Fundamentals of Network Scanning Theory and Nmap Architecture

TCP/IP Stack Behavior: The Foundation of Every Scan

Network scanning is, at its core, an exercise in protocol manipulation. To understand why Nmap behaves as it does, you must first internalize how the TCP/IP stack processes packets at the wire level.

The TCP three-way handshake (SYN → SYN-ACK → ACK) exists to establish reliable, stateful connections. Each packet carries six critical flags: SYN (synchronize), ACK (acknowledge), RST (reset), FIN (finish), PSH (push), and URG (urgent). The state machine governing these transitions is where scanning opportunities emerge.

Consider the canonical state diagram: a closed port responds to any unexpected SYN with RST|ACK, while an open port responds with SYN|ACK. This asymmetry is exploitable.
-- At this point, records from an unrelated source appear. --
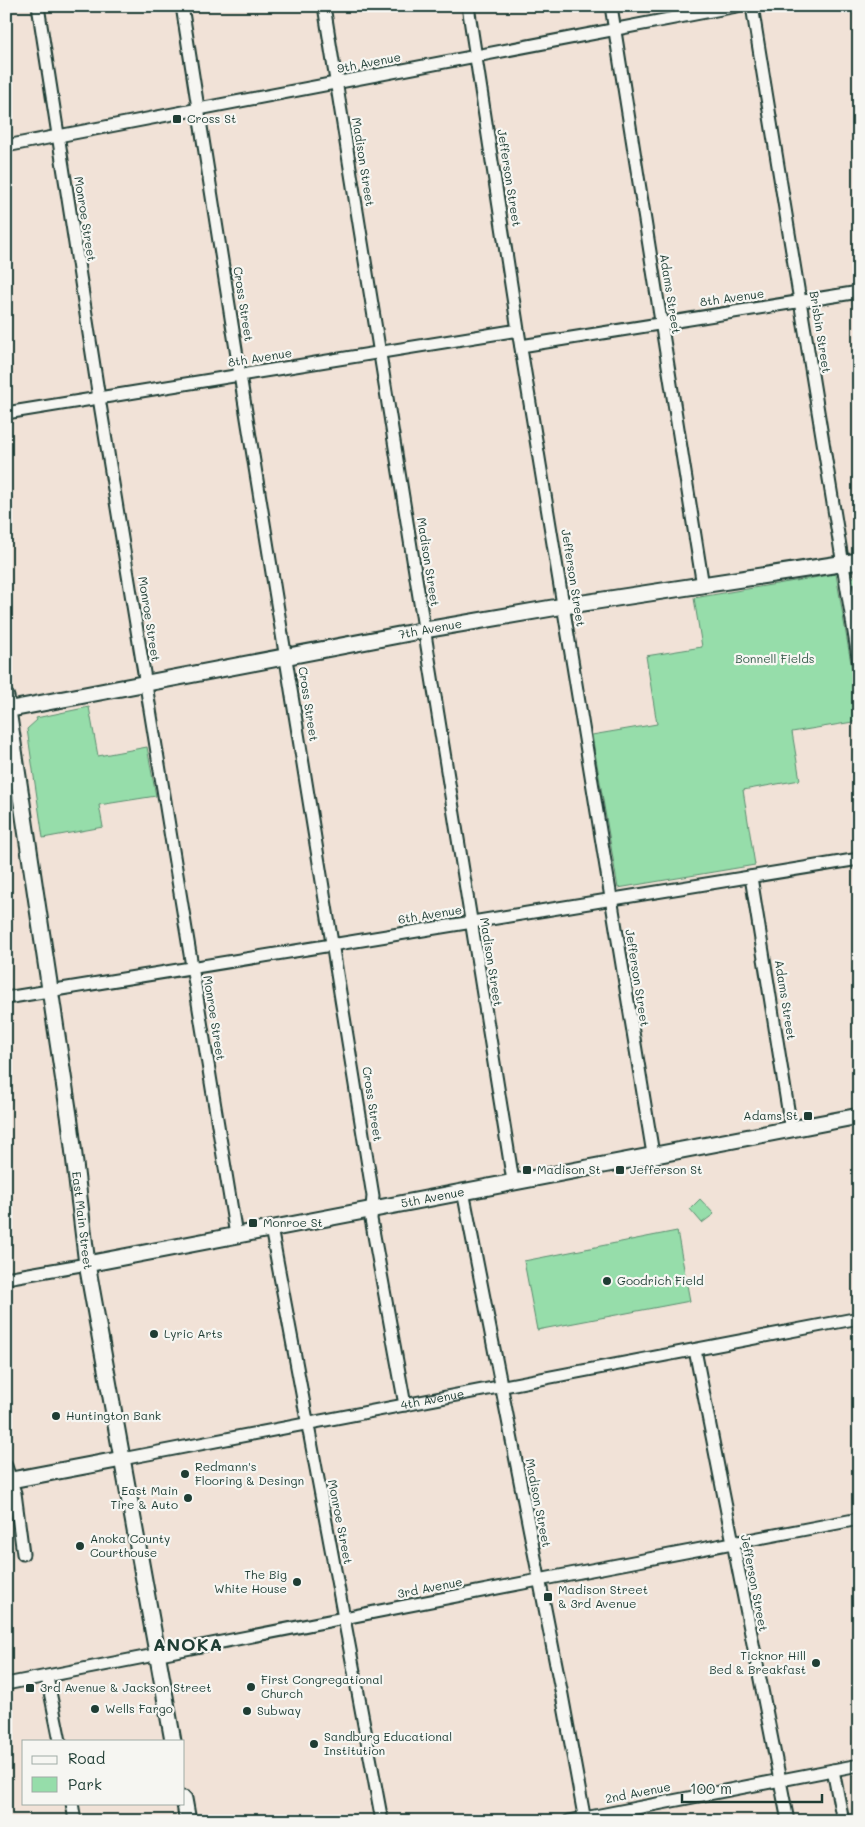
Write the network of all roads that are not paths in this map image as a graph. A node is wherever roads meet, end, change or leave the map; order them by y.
1 (38, 6) edge
2 (182, 6) edge
3 (324, 6) edge
4 (468, 6) edge
5 (611, 6) edge
6 (737, 6) edge
7 (752, 6) edge
8 (615, 30) junction
9 (476, 56) junction
10 (336, 83) junction
11 (199, 109) junction
12 (58, 136) junction
13 (6, 146) edge
14 (859, 292) edge
15 (800, 301) junction
16 (661, 322) junction
17 (518, 330) junction
18 (521, 346) junction
19 (379, 353) junction
20 (240, 376) junction
21 (99, 398) junction
22 (6, 413) edge
23 (859, 561) edge
24 (842, 564) junction
25 (703, 586) junction
26 (564, 606) junction
27 (425, 630) junction
28 (286, 657) junction
29 (859, 663) edge
30 (146, 684) junction
31 (7, 705) edge
32 (859, 859) edge
33 (751, 877) junction
34 (610, 901) junction
35 (471, 923) junction
36 (333, 945) junction
37 (192, 969) junction
38 (51, 991) junction
39 (6, 998) edge
40 (859, 1116) edge
41 (791, 1128) junction
42 (653, 1154) junction
43 (513, 1181) junction
44 (463, 1192) junction
45 (371, 1209) junction
46 (271, 1228) junction
47 (236, 1235) junction
48 (87, 1264) junction
49 (6, 1278) edge
50 (859, 1318) edge
51 (696, 1350) junction
52 (500, 1387) junction
53 (405, 1405) junction
54 (308, 1424) junction
55 (122, 1459) junction
56 (8, 1476) edge
57 (859, 1519) edge
58 (732, 1542) junction
59 (23, 1554) dead end
60 (539, 1580) junction
61 (344, 1619) junction
62 (157, 1655) junction
63 (47, 1677) junction
64 (6, 1684) edge
65 (60, 1740) edge
66 (173, 1740) edge
67 (859, 1765) edge
68 (833, 1770) junction
69 (780, 1780) junction
70 (72, 1804) edge
71 (185, 1804) edge
72 (585, 1819) edge
73 (75, 1821) edge
74 (188, 1821) edge
75 (382, 1821) edge
76 (570, 1821) edge
77 (788, 1821) edge
78 (843, 1821) edge

1 - 12 street, Monroe Street
2 - 11 street, Cross Street
3 - 10 street, Madison Street
4 - 9 street, Jefferson Street
5 - 8 street, Adams Street
6 - 8 street, 9th Avenue
7 - 15 street, Brisbin Street
8 - 9 street, 9th Avenue
8 - 16 street, Adams Street
9 - 10 street, 9th Avenue
9 - 17 street, Jefferson Street
10 - 11 street, 9th Avenue
10 - 19 street, Madison Street
11 - 12 street, 9th Avenue
11 - 20 street, Cross Street
12 - 13 street, 9th Avenue
12 - 21 street, Monroe Street
14 - 15 street, 8th Avenue
15 - 16 street, 8th Avenue
15 - 24 street, Brisbin Street
16 - 18 street, 8th Avenue
16 - 25 street, Adams Street
17 - 18 street, Jefferson Street
17 - 19 street, 8th Avenue
18 - 26 street, Jefferson Street
19 - 20 street, 8th Avenue
19 - 27 street, Madison Street
20 - 21 street, 8th Avenue
20 - 28 street, Cross Street
21 - 22 street, 8th Avenue
21 - 30 street, Monroe Street
23 - 24 main road, 7th Avenue
24 - 25 main road, 7th Avenue
24 - 29 street, Brisbin Street
25 - 26 main road, 7th Avenue
26 - 27 main road, 7th Avenue
26 - 34 street, Jefferson Street
27 - 28 main road, 7th Avenue
27 - 35 street, Madison Street
28 - 30 main road, 7th Avenue
28 - 36 street, Cross Street
30 - 31 main road, 7th Avenue
30 - 37 street, Monroe Street
31 - 38 main road, East Main Street
32 - 33 street, 6th Avenue
33 - 34 street, 6th Avenue
33 - 41 street, Adams Street
34 - 35 street, 6th Avenue
34 - 42 street, Jefferson Street
35 - 36 street, 6th Avenue
35 - 43 street, Madison Street
36 - 37 street, 6th Avenue
36 - 45 street, Cross Street
37 - 38 street, 6th Avenue
37 - 47 street, Monroe Street
38 - 39 street, 6th Avenue
38 - 48 main road, East Main Street
40 - 41 main road, 5th Avenue
41 - 42 main road, 5th Avenue
42 - 43 main road, 5th Avenue
43 - 44 main road, 5th Avenue
44 - 45 main road, 5th Avenue
44 - 52 street, Madison Street
45 - 46 main road, 5th Avenue
45 - 53 street, Cross Street
46 - 47 main road, 5th Avenue
46 - 54 street, Monroe Street
47 - 48 main road, 5th Avenue
48 - 49 street, 5th Avenue
48 - 55 main road, East Main Street
50 - 51 street, 4th Avenue
51 - 52 street, 4th Avenue
51 - 58 street, Jefferson Street
52 - 53 street, 4th Avenue
52 - 60 street, Madison Street
53 - 54 street, 4th Avenue
54 - 55 street, 4th Avenue
54 - 61 street, Monroe Street
55 - 56 main road, 4th Avenue
55 - 62 main road, East Main Street
56 - 59 street
57 - 58 street, 3rd Avenue
58 - 60 street, 3rd Avenue
58 - 69 street, Jefferson Street
60 - 61 street, 3rd Avenue
60 - 72 street, Madison Street
61 - 62 street, 3rd Avenue
61 - 75 street, Monroe Street
62 - 63 street, 3rd Avenue
62 - 66 main road, East Main Street
63 - 64 street, 3rd Avenue
63 - 65 street
67 - 68 street, 2nd Avenue
68 - 69 street, 2nd Avenue
68 - 78 street
69 - 72 street, 2nd Avenue
69 - 77 street, Jefferson Street
70 - 73 street
71 - 74 main road
72 - 76 street, 2nd Avenue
A host receiving a SYN|ACK it never initiated (the "simultaneous open" or, more commonly, a response to a crafted probe) replies with RST—behavior Nmap leverages for inverse scans. Similarly, RFC 793 mandates that closed ports must reply with RST to unsolicited FIN, URG, or PSH packets, while open ports should silently drop these. This "FIN scan" behavior, however, varies across operating systems (Windows stacks often deviate), creating both fingerprinting opportunities and scan reliability trade-offs.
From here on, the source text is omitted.